Sabatake Gonji no Sadowara, Sohn einer europäischen Mutter und eines japanischen Daimyos, eines Fürsten.
Vom adligen Geblüt, nach japanischen Sitten und Bräuchen erzogen, jedoch ungestüm im Handeln, teils zu überstürzt, sein Mischblut als Grund erkennend, war er gezwungen auszuziehen um sein Schicksal zu erfüllen.
Das Erbe somit verloren, doch bald, so hoffte er, um eine Lebenserkenntnis weiser.
Das ist in etwa die Ausgangslage von Gonji. Man erfährt im Verlauf des ersten (von zunächst 3) Buches, dass seine Reise schon zehn Jahre währt und nun an einem Punkt angelangt ist, an dem Gonji in einem Konflikt in der mystischen Stadt Vedun eine Chance sieht, sein Schicksal zu erfüllen.
Und das ist top erzählt!
Man kann über das Alter dieser Geschichte schmunzeln soviel man will, die Bilder die T.C. Rypel heraufbeschwört wirken ziemlich stark und sind unheimlich gelungen. Er schreibt sehr atmosphärisch und nah am Hauptcharakter. Dies erzeugt z.T. witzige, als auch dramatische Momente, Spannung und Mysterium. So sehr man auch von Gonjis Innenleben erfährt, die Charaktere, welche ihm Begegnen, werden genau so umrissen, wie sie für ihn wirken sollten, mehr als ausreichend. Und das fantastische Element in diesem Buch, Ausdruck findend in Drachen, Vampirinnen, Ogern und Magiern, ist wundervoll in die Geschichte eingearbeitet.
Da die Bilder, die Geschichte, aber z.T. etwas ausschweifend erklärt sind/ist, ist dies ein Buch, dass, trotz seiner relativ geringen Seitenzahl, nicht allzu schnell weggelesen ist wie andere des Genres, nein, man wird hier vielmehr seinen Spaß haben und manchen Satz gern ein zweites Mal lesen.
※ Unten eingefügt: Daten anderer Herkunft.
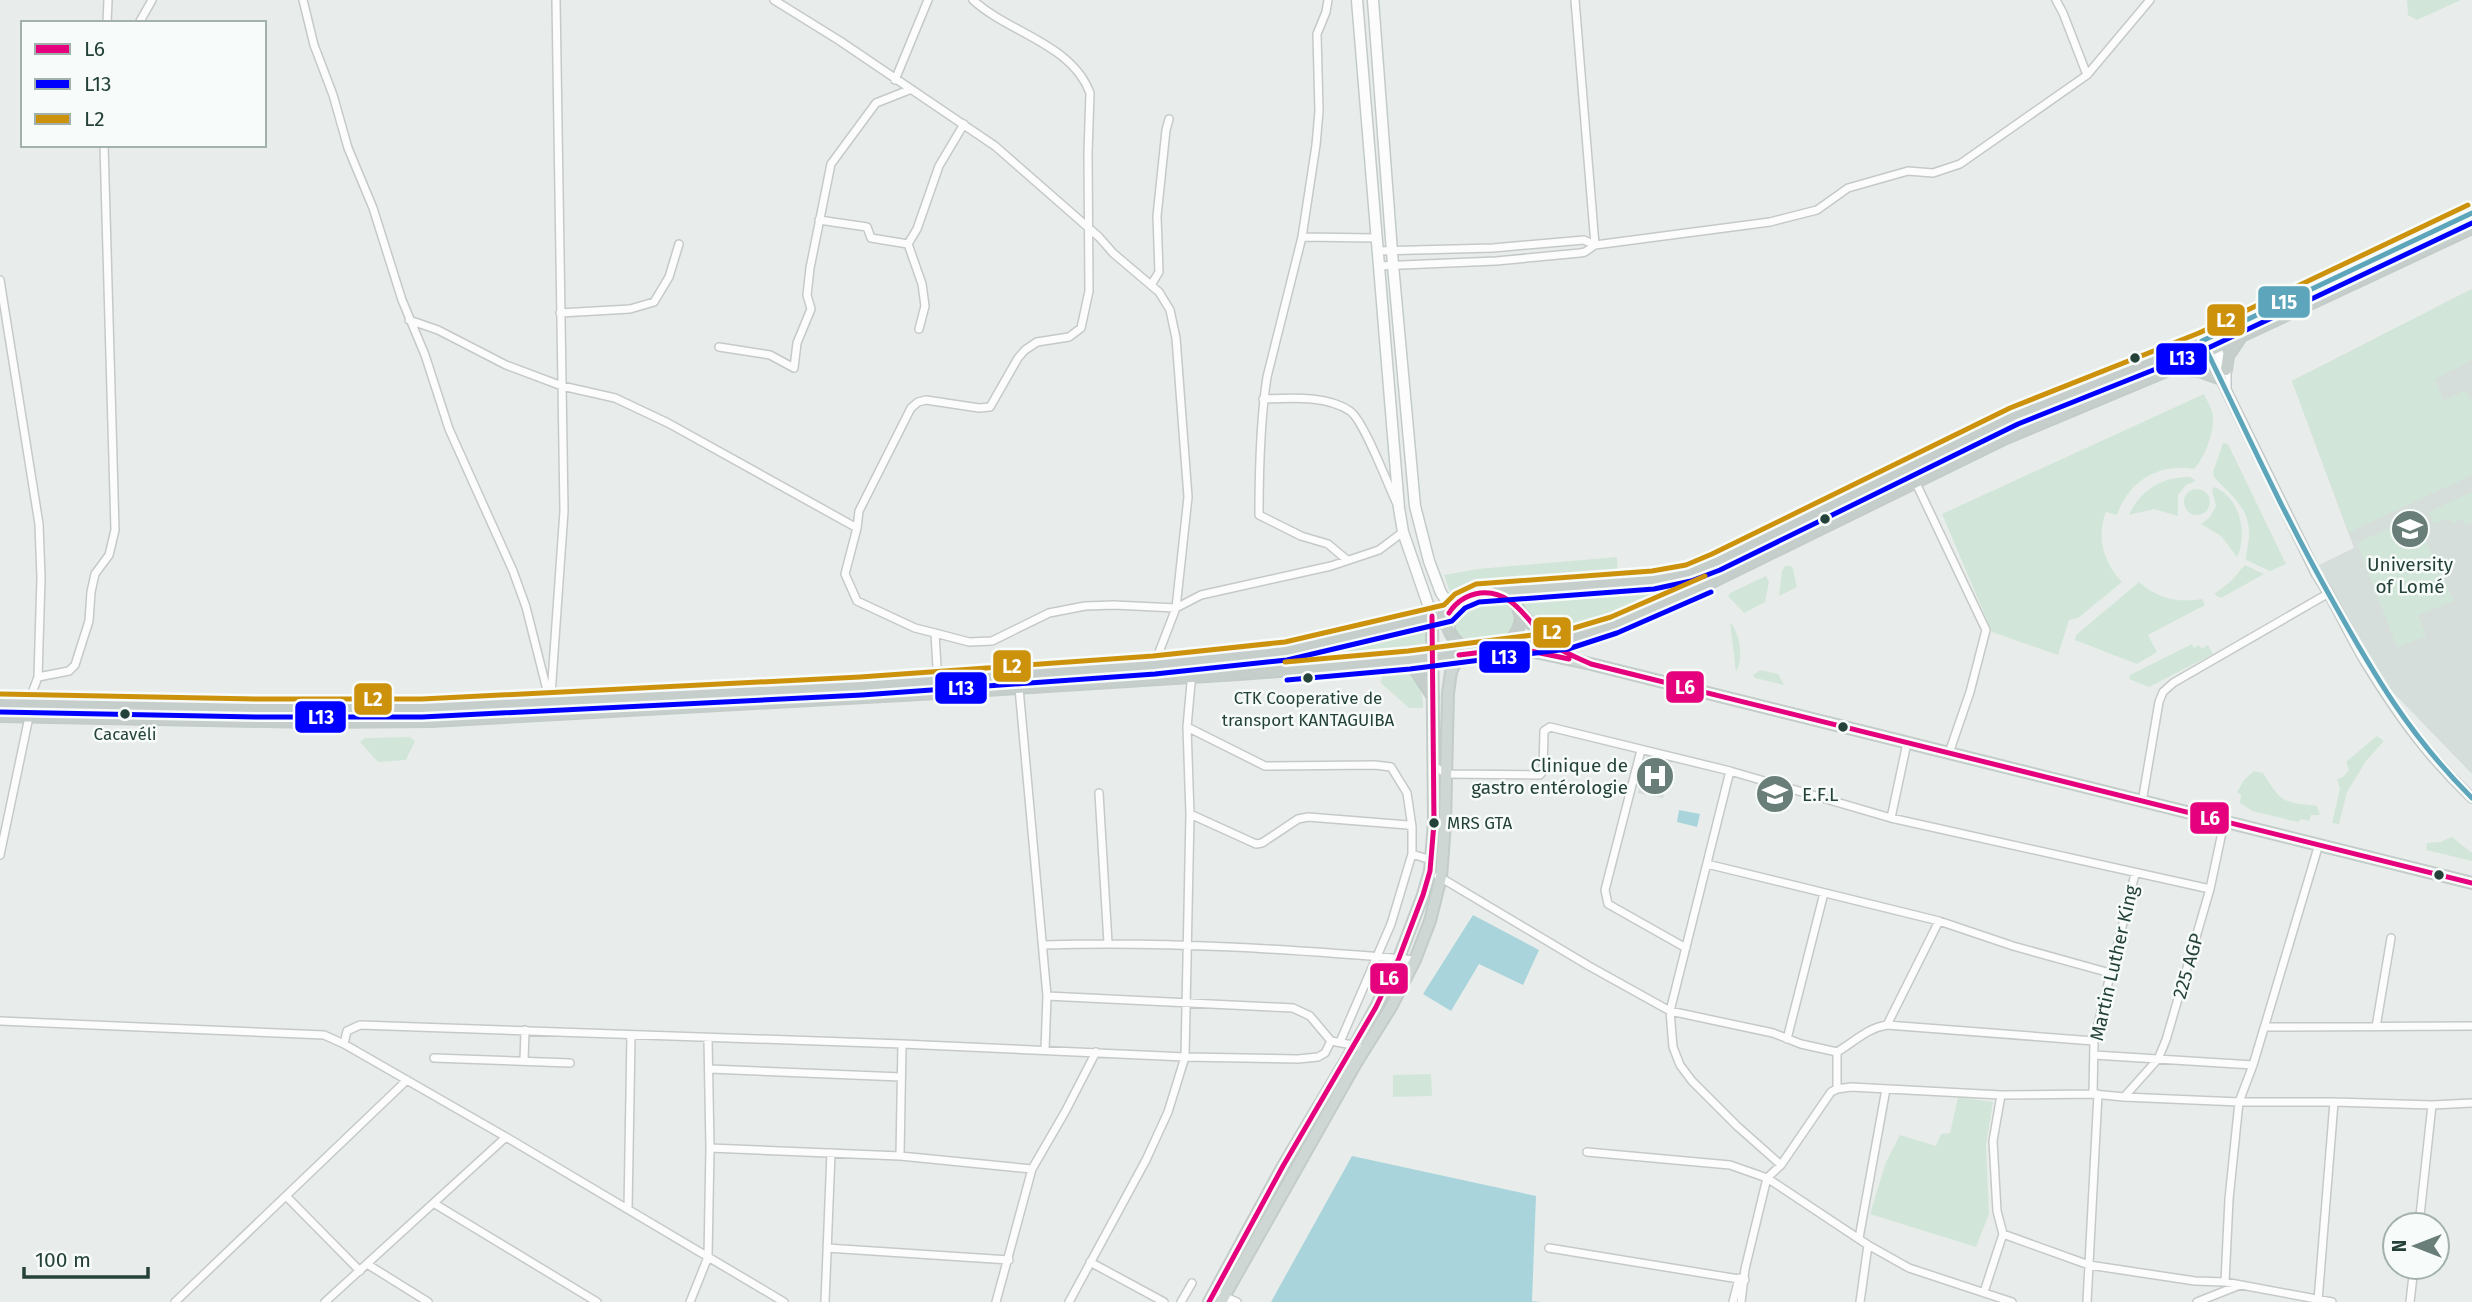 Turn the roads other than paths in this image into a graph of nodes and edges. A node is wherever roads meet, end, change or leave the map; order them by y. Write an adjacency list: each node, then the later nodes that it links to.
1 (108, 0): 14 (street)
2 (152, 0): 15 (street)
3 (303, 0): 38 (street)
4 (556, 0): 37 (street)
5 (774, 0): 17 (street)
6 (928, 0): 17 (street)
7 (973, 0): 25 (street)
8 (1328, 0): 26 (street)
9 (1357, 0): 27 (main road)
10 (1373, 0): 31 (main road)
11 (1575, 0): 30 (street)
12 (2056, 0): 16 (street)
13 (2150, 0): 16 (street)
14 (107, 21)
15 (140, 21)
16 (2087, 75): 30 (street)
17 (895, 80): 18 (street)
18 (909, 90): 20 (street); 23 (street)
19 (1169, 120): 36 (street)
20 (964, 124): 25 (street); 29 (street)
21 (104, 147): 73 (street)
22 (2472, 214): 41 (highway)
23 (819, 220): 29 (street); 42 (street)
24 (2472, 228): 40 (highway)
25 (1090, 229): 36 (street); 50 (street)
26 (1302, 237): 27 (street); 47 (street)
27 (1376, 238): 32 (main road)
28 (679, 244): 37 (street)
29 (908, 244): 39 (street)
30 (1595, 245): 31 (street); 33 (street)
31 (1392, 250): 32 (street); 33 (main road)
32 (1377, 251): 34 (main road)
33 (1393, 265): 34 (street); 53 (main road)
34 (1378, 266): 49 (main road)
35 (0, 280): 73 (street)
36 (1151, 285): 57 (street)
37 (560, 313): 46 (street)
38 (410, 320): 46 (street); 79 (street)
39 (919, 329)
40 (2240, 337): 43 (highway); 45 (highway)
41 (2206, 338): 43 (street); 55 (highway)
42 (719, 347)
43 (2212, 350): 44 (highway); 45 (street)
44 (2171, 369): 45 (highway); 48 (highway)
45 (2224, 379): 56 (street)
46 (562, 386): 50 (street); 79 (street)
47 (1263, 400): 49 (street); 52 (street)
48 (1915, 481): 63 (highway); 88 (street)
49 (1399, 508): 51 (main road)
50 (858, 528): 62 (street)
51 (1403, 532): 52 (street); 54 (main road)
52 (1347, 560): 57 (street)
53 (1430, 565): 54 (main road); 58 (main road)
54 (1417, 570): 60 (main road)
55 (1488, 592): 58 (highway); 59 (highway)
56 (2329, 593): 93 (street); 94 (street)
57 (1176, 608): 62 (street); 71 (street)
58 (1451, 610): 60 (highway); 61 (highway)
59 (1520, 611): 63 (main road); 65 (highway)
60 (1432, 616): 61 (main road); 68 (main road); 70 (highway)
61 (1449, 627): 66 (highway)
62 (935, 633): 75 (street)
63 (1550, 643): 64 (highway); 72 (main road)
64 (1516, 648): 65 (highway); 72 (main road)
65 (1496, 650): 66 (highway)
66 (1472, 652): 67 (highway)
67 (1459, 654): 68 (highway); 91 (main road)
68 (1433, 658): 69 (highway); 78 (main road)
69 (1409, 660): 74 (highway); 78 (highway)
70 (1193, 661): 71 (highway); 74 (street)
71 (1154, 664): 75 (highway)
72 (1591, 664): 86 (main road)
73 (38, 677): 81 (street)
74 (1193, 677): 76 (highway); 85 (street)
75 (938, 681): 77 (street); 79 (highway)
76 (1018, 688): 77 (highway); 112 (street)
77 (938, 694): 82 (highway)
78 (1433, 697): 89 (main road)
79 (550, 702): 81 (highway); 82 (street)
80 (0, 703): 81 (highway)
81 (31, 704): 84 (street)
82 (551, 715): 84 (highway)
83 (0, 716): 84 (highway)
84 (29, 717): 101 (street)
85 (1187, 727): 95 (street); 98 (street)
86 (1907, 743): 88 (main road); 96 (street)
87 (1641, 750): 90 (street); 91 (street); 114 (street)
88 (1949, 753): 94 (main road)
89 (1435, 767): 91 (street); 103 (main road)
90 (1730, 771): 96 (street); 102 (street)
91 (1447, 774): 105 (main road)
92 (1098, 793): 111 (street)
93 (2472, 798)
94 (2143, 802): 97 (main road)
95 (1190, 814): 98 (street); 113 (street)
96 (1891, 818): 104 (street)
97 (2224, 823): 99 (main road); 107 (street, 225 AGP)
98 (1412, 827): 100 (street)
99 (2319, 844): 106 (main road); 125 (street)
100 (1412, 854): 103 (street); 115 (street)
101 (0, 855)
102 (1707, 864): 108 (street); 114 (street)
103 (1430, 866): 105 (street); 116 (main road)
104 (2136, 873): 107 (street); 118 (street, Martin Luther King)
105 (1441, 877): 117 (main road); 121 (street)
106 (2472, 883)
107 (2210, 889): 143 (street, 225 AGP)
108 (1824, 893): 109 (street); 130 (street)
109 (1939, 921): 118 (street); 123 (street)
110 (2391, 938): 126 (street)
111 (1108, 943): 112 (street); 113 (street)
112 (1043, 945): 119 (street)
113 (1185, 945): 115 (street); 120 (street)
114 (1686, 948): 121 (street)
115 (1377, 957): 116 (street); 133 (street)
116 (1399, 958): 117 (street); 136 (main road)
117 (1415, 960): 136 (main road)
118 (2110, 973): 132 (street, Martin Luther King)
119 (1048, 996): 120 (street); 137 (street)
120 (1185, 1002): 131 (street); 141 (street)
121 (1670, 1011): 130 (street); 164 (street)
122 (0, 1021): 134 (street)
123 (1887, 1025): 132 (street); 139 (street)
124 (2472, 1026): 126 (street)
125 (2265, 1027): 126 (street); 146 (street)
126 (2376, 1027)
127 (525, 1030): 128 (street); 134 (street); 144 (street)
128 (631, 1036): 129 (street); 169 (street)
129 (708, 1039): 135 (street); 147 (street)
130 (1787, 1039): 139 (street)
131 (1331, 1041): 133 (street); 141 (street)
132 (2094, 1041): 140 (street, Martin Luther King)
133 (1340, 1042): 136 (street)
134 (344, 1044): 149 (street)
135 (902, 1044): 137 (street); 148 (street)
136 (1360, 1047): 188 (main road)
137 (1045, 1050): 138 (street)
138 (1096, 1052): 141 (street); 165 (street)
139 (1837, 1052): 150 (street)
140 (2094, 1055): 143 (street); 152 (street, Martin Luther King)
141 (1185, 1057): 178 (street)
142 (434, 1058): 144 (street)
143 (2158, 1059): 146 (street); 154 (street, 225 AGP)
144 (524, 1060): 145 (street)
145 (570, 1063)
146 (2253, 1065): 156 (street)
147 (710, 1069): 148 (street); 160 (street)
148 (901, 1076): 163 (street)
149 (407, 1080): 159 (street); 167 (street)
150 (1837, 1088): 151 (street); 164 (street)
151 (1886, 1089): 153 (street); 172 (street)
152 (2095, 1094): 153 (street); 154 (street); 180 (street, Martin Luther King)
153 (2001, 1095): 171 (street)
154 (2124, 1097): 156 (street)
155 (2334, 1101): 156 (street); 158 (street); 190 (street)
156 (2239, 1102): 184 (street)
157 (2472, 1103): 158 (street)
158 (2432, 1105): 170 (street)
159 (506, 1137): 168 (street); 169 (street)
160 (710, 1148): 162 (street); 176 (street)
161 (1587, 1152): 166 (street)
162 (831, 1153): 163 (street); 174 (street)
163 (900, 1156): 165 (street)
164 (1781, 1165): 166 (street)
165 (1032, 1169): 177 (street)
166 (1767, 1178): 172 (street); 182 (street)
167 (287, 1197): 181 (street); 191 (street)
168 (435, 1203): 179 (street); 189 (street)
169 (628, 1209): 176 (street)
170 (2421, 1211)
171 (2003, 1234): 180 (street); 187 (street)
172 (1859, 1238): 173 (street)
173 (1868, 1245): 187 (street); 204 (street)
174 (827, 1248): 177 (street); 196 (street)
175 (1549, 1248): 182 (street)
176 (708, 1257): 194 (street); 195 (street)
177 (1009, 1260): 197 (street)
178 (1090, 1262): 198 (street); 199 (street)
179 (368, 1264): 181 (street); 193 (street)
180 (2089, 1265): 184 (street); 206 (street, Martin Luther King)
181 (360, 1271): 192 (street)
182 (1742, 1280): 202 (street); 203 (street)
183 (2412, 1281): 209 (street)
184 (2225, 1282): 186 (street)
185 (1192, 1283): 200 (street)
186 (2241, 1285): 190 (street); 207 (street)
187 (1984, 1293): 205 (street)
188 (1217, 1298): 201 (street)
189 (591, 1301)
190 (2318, 1301): 208 (street)
191 (175, 1302)
192 (326, 1302)
193 (428, 1302)
194 (690, 1302)
195 (784, 1302)
196 (825, 1302)
197 (996, 1302)
198 (1069, 1302)
199 (1164, 1302)
200 (1181, 1302)
201 (1237, 1302)
202 (1733, 1302)
203 (1741, 1302)
204 (1860, 1302)
205 (2012, 1302)
206 (2087, 1302)
207 (2197, 1302)
208 (2332, 1302)
209 (2410, 1302)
Das einzige, was wirklich nervt ist, dass es in dieser 1. Auflage doch schon einige Druckfehler gibt. Schade, da war man dann vor Begeisterung darüber, ein so tolles Werk veröffentlichen zu können, anscheinend zu übereifrig.
Doch man kann darüber hinweg sehen, ist doch die Geschichte an sich ein positiv überraschendes Erlebnis, was schon Lust auf den 2ten Band macht.
Eine deutliche Empfehlung für Fantasten, die einen Fremden in ihrer Mitte begrüßen, ihn auf seinem Weg begleiten und bei seinen Kämpfen mitfiebern wollen.